- YOUR GOAL -
Everything in the listing should be transcribed exactly, apart from the pictures.

Segment Start: TASK INPUT

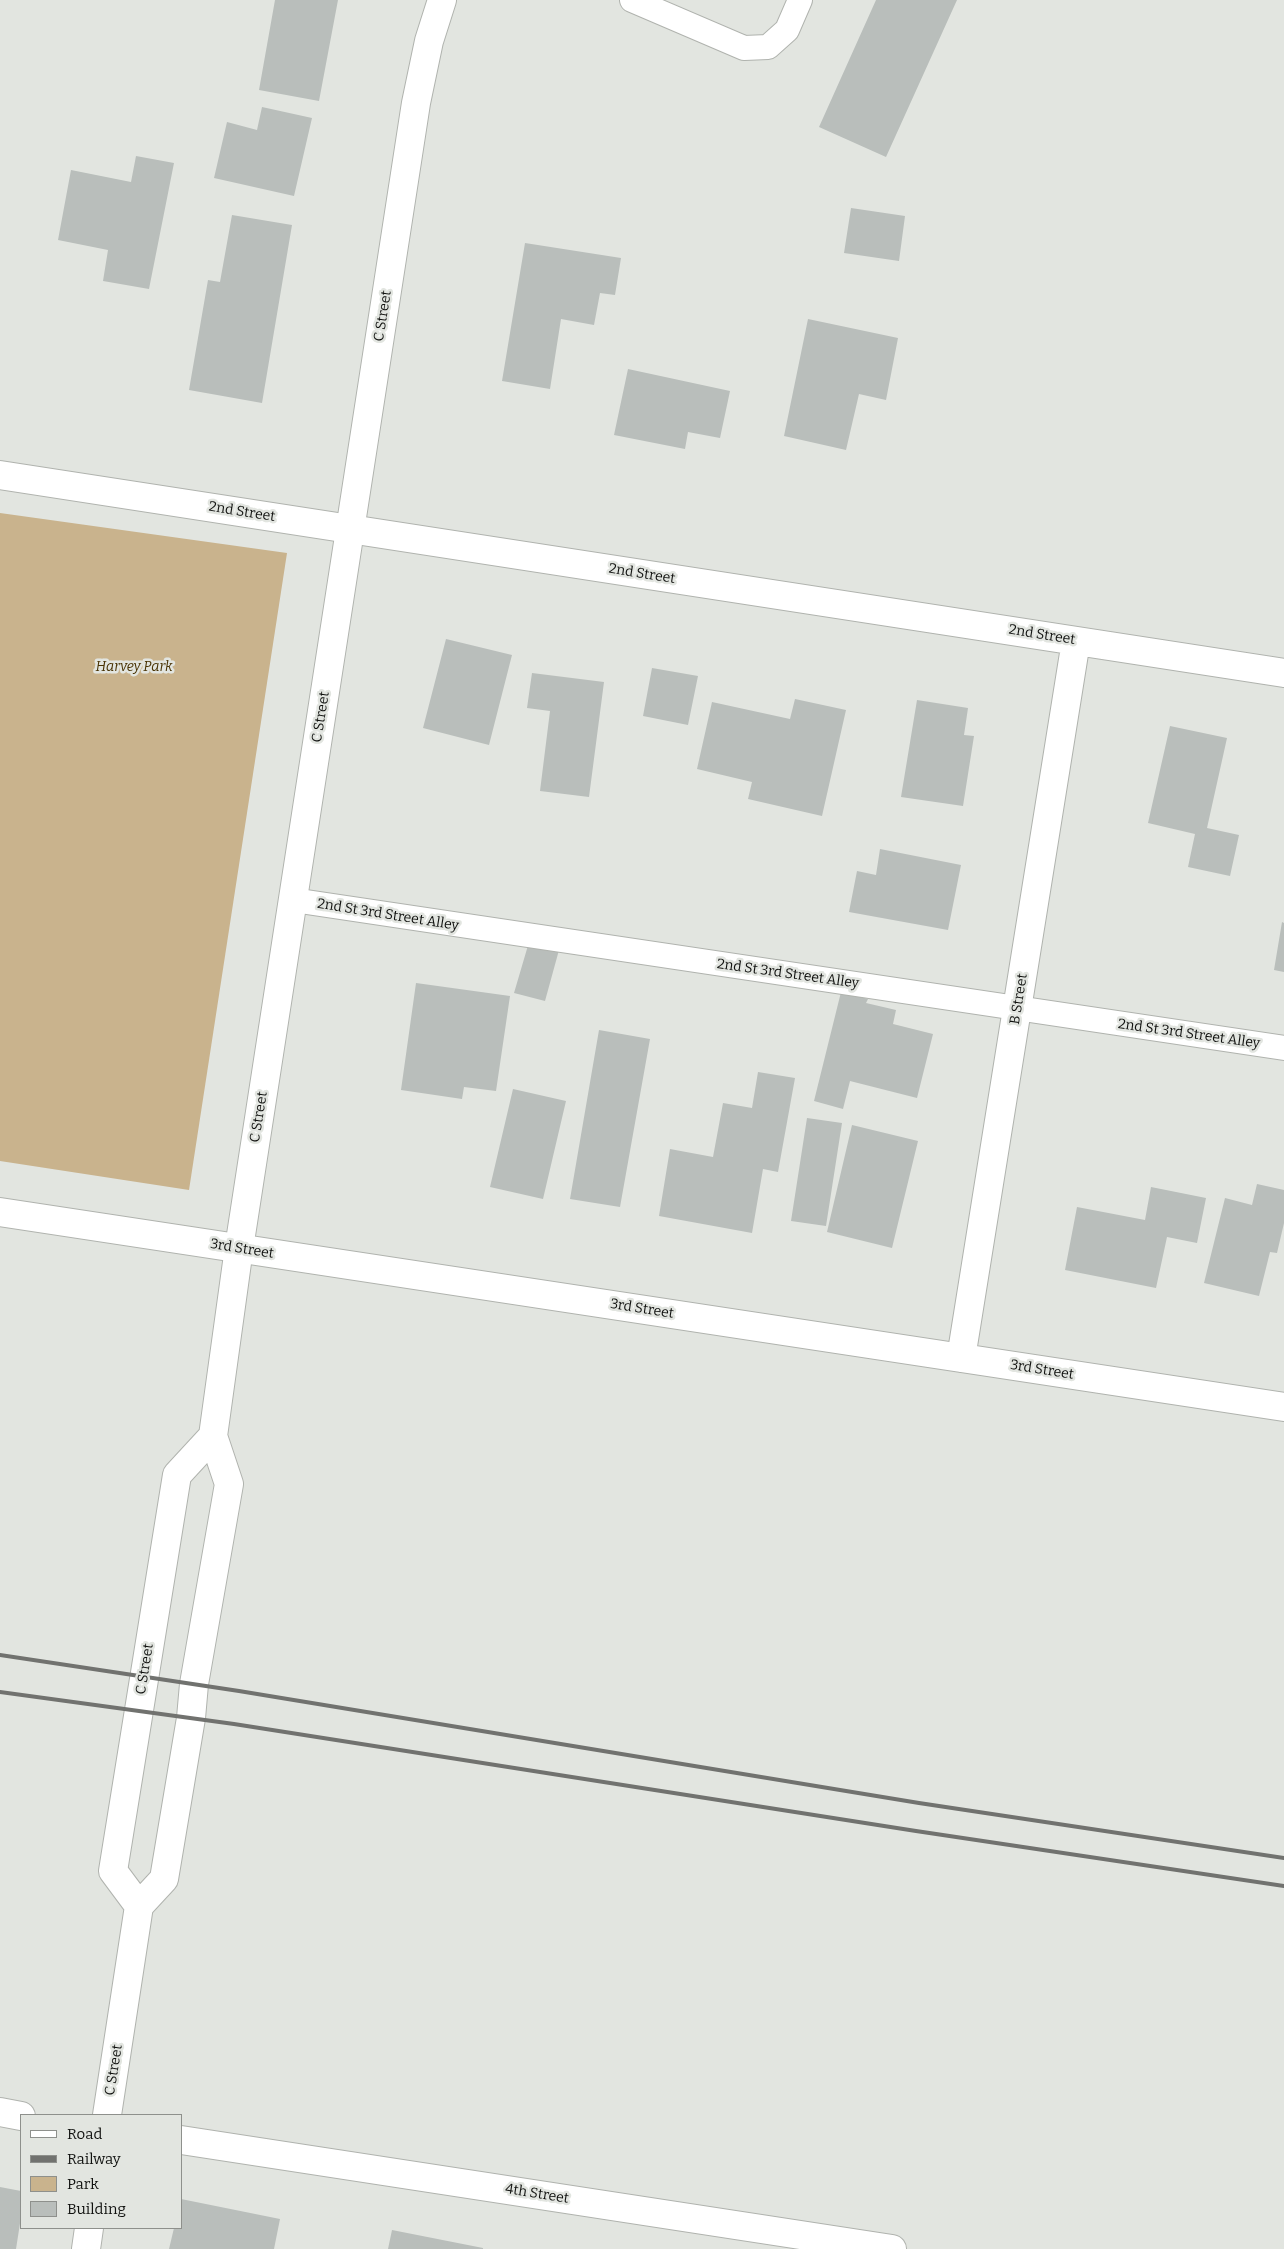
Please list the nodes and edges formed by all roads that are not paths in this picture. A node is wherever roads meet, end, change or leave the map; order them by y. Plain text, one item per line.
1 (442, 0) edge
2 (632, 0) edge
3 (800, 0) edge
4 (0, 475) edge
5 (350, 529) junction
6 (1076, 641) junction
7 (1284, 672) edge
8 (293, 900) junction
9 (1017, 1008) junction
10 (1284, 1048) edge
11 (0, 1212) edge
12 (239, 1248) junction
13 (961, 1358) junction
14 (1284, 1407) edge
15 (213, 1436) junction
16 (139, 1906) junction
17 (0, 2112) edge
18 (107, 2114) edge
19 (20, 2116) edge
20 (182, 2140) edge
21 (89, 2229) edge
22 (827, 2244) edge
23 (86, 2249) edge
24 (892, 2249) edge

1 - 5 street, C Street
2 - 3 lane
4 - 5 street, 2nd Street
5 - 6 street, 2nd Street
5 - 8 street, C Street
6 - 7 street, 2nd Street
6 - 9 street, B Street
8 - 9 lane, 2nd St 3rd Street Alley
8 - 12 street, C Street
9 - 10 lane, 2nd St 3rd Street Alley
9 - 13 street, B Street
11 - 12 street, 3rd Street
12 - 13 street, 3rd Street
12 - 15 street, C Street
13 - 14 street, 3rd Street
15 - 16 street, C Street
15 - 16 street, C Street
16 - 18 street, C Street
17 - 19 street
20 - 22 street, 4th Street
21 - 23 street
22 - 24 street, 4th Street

Segment End: TASK INPUT

- RESULT FOR THIS EXERCISE -
Please list the nodes and edges formed by all roads that are not paths in this picture. A node is wherever roads meet, end, change or leave the map; order them by y. Plain text, one item per line.
1 (442, 0) edge
2 (632, 0) edge
3 (800, 0) edge
4 (0, 475) edge
5 (350, 529) junction
6 (1076, 641) junction
7 (1284, 672) edge
8 (293, 900) junction
9 (1017, 1008) junction
10 (1284, 1048) edge
11 (0, 1212) edge
12 (239, 1248) junction
13 (961, 1358) junction
14 (1284, 1407) edge
15 (213, 1436) junction
16 (139, 1906) junction
17 (0, 2112) edge
18 (107, 2114) edge
19 (20, 2116) edge
20 (182, 2140) edge
21 (89, 2229) edge
22 (827, 2244) edge
23 (86, 2249) edge
24 (892, 2249) edge

1 - 5 street, C Street
2 - 3 lane
4 - 5 street, 2nd Street
5 - 6 street, 2nd Street
5 - 8 street, C Street
6 - 7 street, 2nd Street
6 - 9 street, B Street
8 - 9 lane, 2nd St 3rd Street Alley
8 - 12 street, C Street
9 - 10 lane, 2nd St 3rd Street Alley
9 - 13 street, B Street
11 - 12 street, 3rd Street
12 - 13 street, 3rd Street
12 - 15 street, C Street
13 - 14 street, 3rd Street
15 - 16 street, C Street
15 - 16 street, C Street
16 - 18 street, C Street
17 - 19 street
20 - 22 street, 4th Street
21 - 23 street
22 - 24 street, 4th Street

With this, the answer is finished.